Task description =
Word for word, repeat the entries, minus the pictures.

Saved entries =

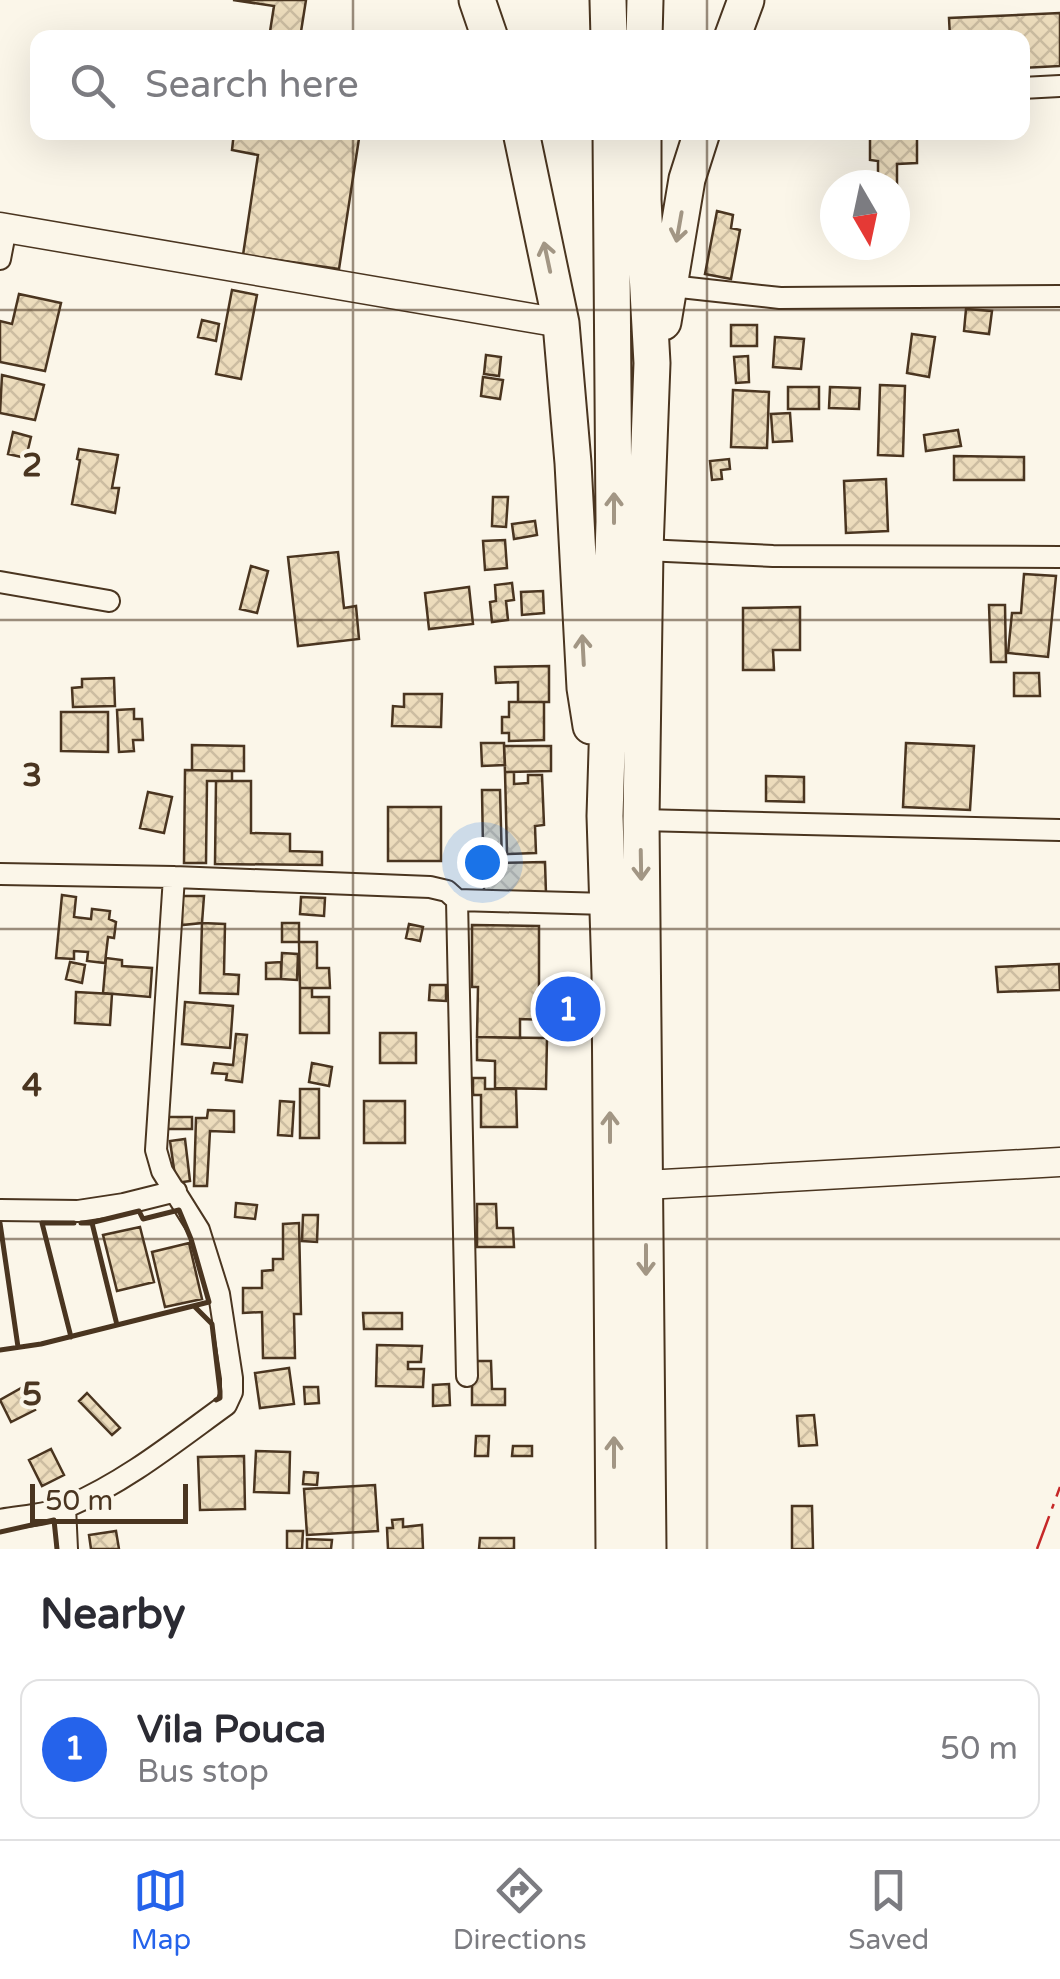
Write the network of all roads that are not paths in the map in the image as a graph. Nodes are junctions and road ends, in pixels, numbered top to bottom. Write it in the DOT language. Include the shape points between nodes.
graph roads {
  1 [pos="476,0"];
  2 [pos="608,0"];
  3 [pos="645,0"];
  4 [pos="746,0"];
  5 [pos="487,30"];
  6 [pos="609,30"];
  7 [pos="644,30"];
  8 [pos="735,30"];
  9 [pos="1060,86"];
  10 [pos="1030,88"];
  11 [pos="523,140"];
  12 [pos="611,140"];
  13 [pos="644,140"];
  14 [pos="700,140"];
  15 [pos="3,228"];
  16 [pos="0,259"];
  17 [pos="671,286"];
  18 [pos="1060,296"];
  19 [pos="561,322"];
  20 [pos="652,363"];
  21 [pos="645,550"];
  22 [pos="1060,557"];
  23 [pos="0,582"];
  24 [pos="109,602"];
  25 [pos="605,816"];
  26 [pos="641,820"];
  27 [pos="1060,830"];
  28 [pos="0,874"];
  29 [pos="174,877"];
  30 [pos="457,900"];
  31 [pos="607,904"];
  32 [pos="1060,1162"];
  33 [pos="645,1184"];
  34 [pos="176,1191"];
  35 [pos="0,1210"];
  36 [pos="466,1376"];
  37 [pos="66,1508"];
  38 [pos="0,1520"];
  39 [pos="66,1549"];
  40 [pos="614,1549"];
  41 [pos="648,1549"];
  1 -- 5 [label="highway"];
  2 -- 6 [label="highway"];
  3 -- 7 [label="highway"];
  4 -- 8 [label="highway"];
  9 -- 10 [label="street"];
  19 -- 11 [label="highway, one-way"];
  25 -- 12 [label="highway, one-way" via="614,522"];
  13 -- 20 [label="highway"];
  14 -- 17 [label="highway, one-way"];
  15 -- 16 [label="street"];
  15 -- 19 [label="street"];
  17 -- 18 [label="street" via="780,298"];
  17 -- 20 [label="highway"];
  25 -- 19 [label="highway, one-way" via="585,688"];
  20 -- 21 [label="highway"];
  21 -- 22 [label="street"];
  21 -- 26 [label="highway"];
  23 -- 24 [label="street"];
  25 -- 31 [label="highway"];
  26 -- 27 [label="street"];
  26 -- 33 [label="highway, one-way"];
  28 -- 29 [label="street"];
  29 -- 30 [label="street" via="430,886"];
  29 -- 34 [label="street" via="156,1150"];
  30 -- 31 [label="street"];
  30 -- 36 [label="street"];
  40 -- 31 [label="highway, one-way"];
  32 -- 33 [label="street"];
  33 -- 41 [label="highway, one-way"];
  34 -- 35 [label="street" via="78,1211"];
  34 -- 37 [label="street" via="199,1230 220,1294 232,1392 226,1405 148,1462"];
  37 -- 38 [label="street"];
  37 -- 39 [label="street"];
}
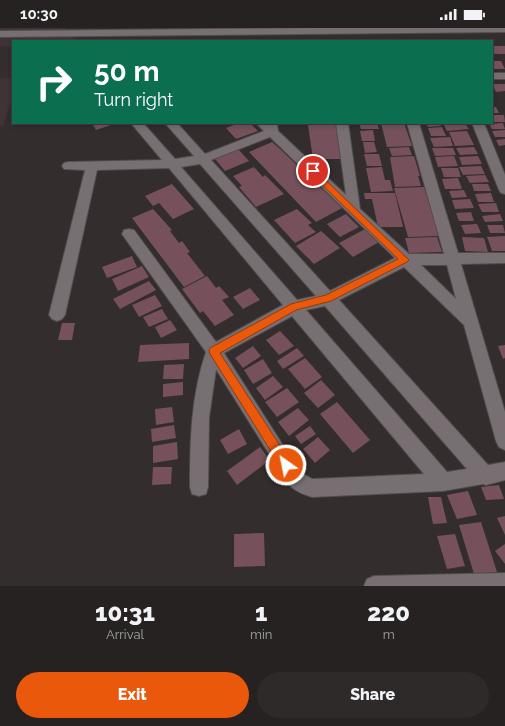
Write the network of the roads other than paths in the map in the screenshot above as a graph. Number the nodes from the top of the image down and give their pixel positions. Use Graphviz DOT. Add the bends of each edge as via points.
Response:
graph roads {
  1 [pos="505,29"];
  2 [pos="163,30"];
  3 [pos="225,30"];
  4 [pos="290,30"];
  5 [pos="90,31"];
  6 [pos="60,32"];
  7 [pos="0,34"];
  8 [pos="328,35"];
  9 [pos="98,40"];
  10 [pos="210,40"];
  11 [pos="474,40"];
  12 [pos="0,43"];
  13 [pos="12,43"];
  14 [pos="493,76"];
  15 [pos="505,76"];
  16 [pos="138,124"];
  17 [pos="172,124"];
  18 [pos="342,124"];
  19 [pos="413,124"];
  20 [pos="478,124"];
  21 [pos="269,126"];
  22 [pos="204,159"];
  23 [pos="172,164"];
  24 [pos="68,166"];
  25 [pos="92,166"];
  26 [pos="505,190"];
  27 [pos="354,210"];
  28 [pos="130,234"];
  29 [pos="453,258"];
  30 [pos="505,258"];
  31 [pos="404,260"];
  32 [pos="328,299"];
  33 [pos="294,307"];
  34 [pos="57,315"];
  35 [pos="470,321"];
  36 [pos="214,351"];
  37 [pos="505,441"];
  38 [pos="505,471"];
  39 [pos="486,476"];
  40 [pos="443,482"];
  41 [pos="199,486"];
  42 [pos="505,582"];
  43 [pos="374,586"];
  1 -- 8 [label="street"];
  2 -- 3 [label="street"];
  2 -- 5 [label="street"];
  3 -- 4 [label="street"];
  4 -- 8 [label="street"];
  5 -- 6 [label="street"];
  5 -- 9 [label="street"];
  6 -- 7 [label="street"];
  8 -- 10 [label="street"];
  8 -- 11 [label="street"];
  12 -- 13 [label="street"];
  14 -- 15 [label="street"];
  16 -- 23 [label="street"];
  17 -- 22 [label="street"];
  18 -- 27 [label="street"];
  19 -- 29 [label="street"];
  20 -- 26 [label="street"];
  21 -- 22 [label="street"];
  21 -- 27 [label="street"];
  22 -- 23 [label="street"];
  22 -- 32 [label="street"];
  23 -- 25 [label="street"];
  23 -- 33 [label="street"];
  24 -- 25 [label="street"];
  25 -- 34 [label="street"];
  27 -- 31 [label="street"];
  28 -- 36 [label="street"];
  29 -- 30 [label="street"];
  29 -- 31 [label="street"];
  29 -- 35 [label="street"];
  31 -- 32 [label="street"];
  31 -- 35 [label="street"];
  32 -- 33 [label="street"];
  32 -- 39 [label="street"];
  33 -- 36 [label="street"];
  33 -- 40 [label="street"];
  35 -- 37 [label="street"];
  36 -- 40 [label="street" via="294,478 302,485 312,488"];
  36 -- 41 [label="street" via="206,372"];
  38 -- 39 [label="street"];
  39 -- 40 [label="street"];
  42 -- 43 [label="street"];
}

Task solution =
Write the network of all roads that are not paths in the map in the image as a graph. Nodes are junctions and road ends, in pixels, numbered top to bottom. Write it in the DOT language. Include the shape points between nodes.
graph roads {
  1 [pos="476,0"];
  2 [pos="608,0"];
  3 [pos="645,0"];
  4 [pos="746,0"];
  5 [pos="487,30"];
  6 [pos="609,30"];
  7 [pos="644,30"];
  8 [pos="735,30"];
  9 [pos="1060,86"];
  10 [pos="1030,88"];
  11 [pos="523,140"];
  12 [pos="611,140"];
  13 [pos="644,140"];
  14 [pos="700,140"];
  15 [pos="3,228"];
  16 [pos="0,259"];
  17 [pos="671,286"];
  18 [pos="1060,296"];
  19 [pos="561,322"];
  20 [pos="652,363"];
  21 [pos="645,550"];
  22 [pos="1060,557"];
  23 [pos="0,582"];
  24 [pos="109,602"];
  25 [pos="605,816"];
  26 [pos="641,820"];
  27 [pos="1060,830"];
  28 [pos="0,874"];
  29 [pos="174,877"];
  30 [pos="457,900"];
  31 [pos="607,904"];
  32 [pos="1060,1162"];
  33 [pos="645,1184"];
  34 [pos="176,1191"];
  35 [pos="0,1210"];
  36 [pos="466,1376"];
  37 [pos="66,1508"];
  38 [pos="0,1520"];
  39 [pos="66,1549"];
  40 [pos="614,1549"];
  41 [pos="648,1549"];
  1 -- 5 [label="highway"];
  2 -- 6 [label="highway"];
  3 -- 7 [label="highway"];
  4 -- 8 [label="highway"];
  9 -- 10 [label="street"];
  19 -- 11 [label="highway, one-way"];
  25 -- 12 [label="highway, one-way" via="614,522"];
  13 -- 20 [label="highway"];
  14 -- 17 [label="highway, one-way"];
  15 -- 16 [label="street"];
  15 -- 19 [label="street"];
  17 -- 18 [label="street" via="780,298"];
  17 -- 20 [label="highway"];
  25 -- 19 [label="highway, one-way" via="585,688"];
  20 -- 21 [label="highway"];
  21 -- 22 [label="street"];
  21 -- 26 [label="highway"];
  23 -- 24 [label="street"];
  25 -- 31 [label="highway"];
  26 -- 27 [label="street"];
  26 -- 33 [label="highway, one-way"];
  28 -- 29 [label="street"];
  29 -- 30 [label="street" via="430,886"];
  29 -- 34 [label="street" via="156,1150"];
  30 -- 31 [label="street"];
  30 -- 36 [label="street"];
  40 -- 31 [label="highway, one-way"];
  32 -- 33 [label="street"];
  33 -- 41 [label="highway, one-way"];
  34 -- 35 [label="street" via="78,1211"];
  34 -- 37 [label="street" via="199,1230 220,1294 232,1392 226,1405 148,1462"];
  37 -- 38 [label="street"];
  37 -- 39 [label="street"];
}
Write the network of the roads other than paths in the map in the screenshot above as a graph. Number the nodes from the top of the image down and give their pixel positions. Use Graphviz DOT. Add the bends of each edge as via points.
Response:
graph roads {
  1 [pos="505,29"];
  2 [pos="163,30"];
  3 [pos="225,30"];
  4 [pos="290,30"];
  5 [pos="90,31"];
  6 [pos="60,32"];
  7 [pos="0,34"];
  8 [pos="328,35"];
  9 [pos="98,40"];
  10 [pos="210,40"];
  11 [pos="474,40"];
  12 [pos="0,43"];
  13 [pos="12,43"];
  14 [pos="493,76"];
  15 [pos="505,76"];
  16 [pos="138,124"];
  17 [pos="172,124"];
  18 [pos="342,124"];
  19 [pos="413,124"];
  20 [pos="478,124"];
  21 [pos="269,126"];
  22 [pos="204,159"];
  23 [pos="172,164"];
  24 [pos="68,166"];
  25 [pos="92,166"];
  26 [pos="505,190"];
  27 [pos="354,210"];
  28 [pos="130,234"];
  29 [pos="453,258"];
  30 [pos="505,258"];
  31 [pos="404,260"];
  32 [pos="328,299"];
  33 [pos="294,307"];
  34 [pos="57,315"];
  35 [pos="470,321"];
  36 [pos="214,351"];
  37 [pos="505,441"];
  38 [pos="505,471"];
  39 [pos="486,476"];
  40 [pos="443,482"];
  41 [pos="199,486"];
  42 [pos="505,582"];
  43 [pos="374,586"];
  1 -- 8 [label="street"];
  2 -- 3 [label="street"];
  2 -- 5 [label="street"];
  3 -- 4 [label="street"];
  4 -- 8 [label="street"];
  5 -- 6 [label="street"];
  5 -- 9 [label="street"];
  6 -- 7 [label="street"];
  8 -- 10 [label="street"];
  8 -- 11 [label="street"];
  12 -- 13 [label="street"];
  14 -- 15 [label="street"];
  16 -- 23 [label="street"];
  17 -- 22 [label="street"];
  18 -- 27 [label="street"];
  19 -- 29 [label="street"];
  20 -- 26 [label="street"];
  21 -- 22 [label="street"];
  21 -- 27 [label="street"];
  22 -- 23 [label="street"];
  22 -- 32 [label="street"];
  23 -- 25 [label="street"];
  23 -- 33 [label="street"];
  24 -- 25 [label="street"];
  25 -- 34 [label="street"];
  27 -- 31 [label="street"];
  28 -- 36 [label="street"];
  29 -- 30 [label="street"];
  29 -- 31 [label="street"];
  29 -- 35 [label="street"];
  31 -- 32 [label="street"];
  31 -- 35 [label="street"];
  32 -- 33 [label="street"];
  32 -- 39 [label="street"];
  33 -- 36 [label="street"];
  33 -- 40 [label="street"];
  35 -- 37 [label="street"];
  36 -- 40 [label="street" via="294,478 302,485 312,488"];
  36 -- 41 [label="street" via="206,372"];
  38 -- 39 [label="street"];
  39 -- 40 [label="street"];
  42 -- 43 [label="street"];
}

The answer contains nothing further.